B has worked for whole of relationship, put all income, and now retirement pension income into joint a/c, plus some >£150k inheritance and savings.
A has worked for 2 years during this time, has kept all earnings, plus income from rental property in own accounts.
Unfortunately law says inheritance can be ring-fenced unless other party can prove need for more equal share of joint assets. A has large amount of inheritance, likely 'legal' solution is:
A and B share both pensions - seems fair
A gets to ring-fence inheritance but rest of assets split 50/50, so A effectively ends up with ~£250k more than B - that's where the title of thread comes from!
A thinks this is fine, but B says is unfair; is B missing something - does A have a point?
We have both had initial legal advice but wanted to sort amicably, without a big legal bill.

OP posts:
Thelawisanass · 18/09/2021 13:47

@Iwonder08

I assume you are A and you want some of your husband's pension pot. Get a lawyer.
No, I'm B and A wants (and is probably legally entitled to) 50% of my pension, without giving up any of their current 'cash' - as a large amount of this is inheritance, which can be ring-fenced, I will end up with some £250k less cash than A. With that sort of cash A can have a far better lifestyle for the rest of their life, despite not having worked for most of our relationship.
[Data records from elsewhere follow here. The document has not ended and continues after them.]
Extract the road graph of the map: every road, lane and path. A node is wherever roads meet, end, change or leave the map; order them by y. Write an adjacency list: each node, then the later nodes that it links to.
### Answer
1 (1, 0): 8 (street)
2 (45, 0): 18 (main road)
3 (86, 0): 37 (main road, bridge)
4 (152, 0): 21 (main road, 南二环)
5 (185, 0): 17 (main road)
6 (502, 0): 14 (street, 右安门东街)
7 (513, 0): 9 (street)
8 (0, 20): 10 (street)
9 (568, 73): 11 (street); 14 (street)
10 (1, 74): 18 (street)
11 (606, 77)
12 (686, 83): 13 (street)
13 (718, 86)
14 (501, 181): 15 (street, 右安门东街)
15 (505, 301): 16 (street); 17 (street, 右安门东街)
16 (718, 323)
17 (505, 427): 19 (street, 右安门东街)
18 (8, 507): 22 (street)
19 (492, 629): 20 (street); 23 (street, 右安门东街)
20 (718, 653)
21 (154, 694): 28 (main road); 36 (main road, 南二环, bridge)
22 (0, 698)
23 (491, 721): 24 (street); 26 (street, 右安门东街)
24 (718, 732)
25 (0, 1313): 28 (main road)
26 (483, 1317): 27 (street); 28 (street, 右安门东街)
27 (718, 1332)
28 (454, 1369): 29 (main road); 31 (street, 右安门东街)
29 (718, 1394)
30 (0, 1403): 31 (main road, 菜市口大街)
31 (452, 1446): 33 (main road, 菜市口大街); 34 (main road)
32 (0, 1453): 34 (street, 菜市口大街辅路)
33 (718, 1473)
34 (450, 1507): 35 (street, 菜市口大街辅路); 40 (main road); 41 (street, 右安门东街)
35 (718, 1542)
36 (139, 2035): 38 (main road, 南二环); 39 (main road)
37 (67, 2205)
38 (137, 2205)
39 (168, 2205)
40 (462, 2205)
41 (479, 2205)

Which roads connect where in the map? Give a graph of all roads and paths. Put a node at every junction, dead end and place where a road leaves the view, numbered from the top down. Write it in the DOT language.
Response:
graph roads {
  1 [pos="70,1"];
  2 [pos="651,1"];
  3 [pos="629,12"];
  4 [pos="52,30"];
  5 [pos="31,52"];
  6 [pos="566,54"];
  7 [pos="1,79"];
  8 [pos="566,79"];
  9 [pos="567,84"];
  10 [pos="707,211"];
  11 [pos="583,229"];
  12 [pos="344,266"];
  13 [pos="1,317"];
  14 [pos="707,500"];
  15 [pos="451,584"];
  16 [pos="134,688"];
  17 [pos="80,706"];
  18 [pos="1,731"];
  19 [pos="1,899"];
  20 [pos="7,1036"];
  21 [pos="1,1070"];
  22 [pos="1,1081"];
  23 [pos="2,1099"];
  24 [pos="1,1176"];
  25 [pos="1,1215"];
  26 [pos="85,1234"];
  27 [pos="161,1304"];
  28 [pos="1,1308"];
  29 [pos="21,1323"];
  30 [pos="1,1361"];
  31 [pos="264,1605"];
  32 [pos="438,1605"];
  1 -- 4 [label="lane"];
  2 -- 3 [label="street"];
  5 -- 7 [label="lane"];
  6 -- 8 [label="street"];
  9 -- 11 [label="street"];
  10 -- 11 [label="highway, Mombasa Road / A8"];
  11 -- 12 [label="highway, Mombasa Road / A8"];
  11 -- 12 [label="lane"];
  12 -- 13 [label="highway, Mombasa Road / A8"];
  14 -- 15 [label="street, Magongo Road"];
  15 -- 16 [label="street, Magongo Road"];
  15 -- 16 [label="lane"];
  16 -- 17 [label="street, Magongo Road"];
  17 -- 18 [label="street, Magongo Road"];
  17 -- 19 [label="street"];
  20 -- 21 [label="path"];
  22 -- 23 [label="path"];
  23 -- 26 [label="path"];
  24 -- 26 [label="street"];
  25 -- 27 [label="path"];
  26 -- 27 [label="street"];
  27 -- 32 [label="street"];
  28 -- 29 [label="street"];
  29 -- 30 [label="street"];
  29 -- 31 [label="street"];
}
I'm 64 and can still work to improve my lifestyle, but don't feel I should have to having accrued the vast majority of our joint assets.
OP posts:
MrsBertBibby · 18/09/2021 15:02

Perhaps it would be more fair to give B the £150K inheritance first, then split the remaining assets, leaving A keeping their inheritance separately.

So A end's up a bit better off, but not as much so as under what is now proposed?

How long ago did these inheritances arise?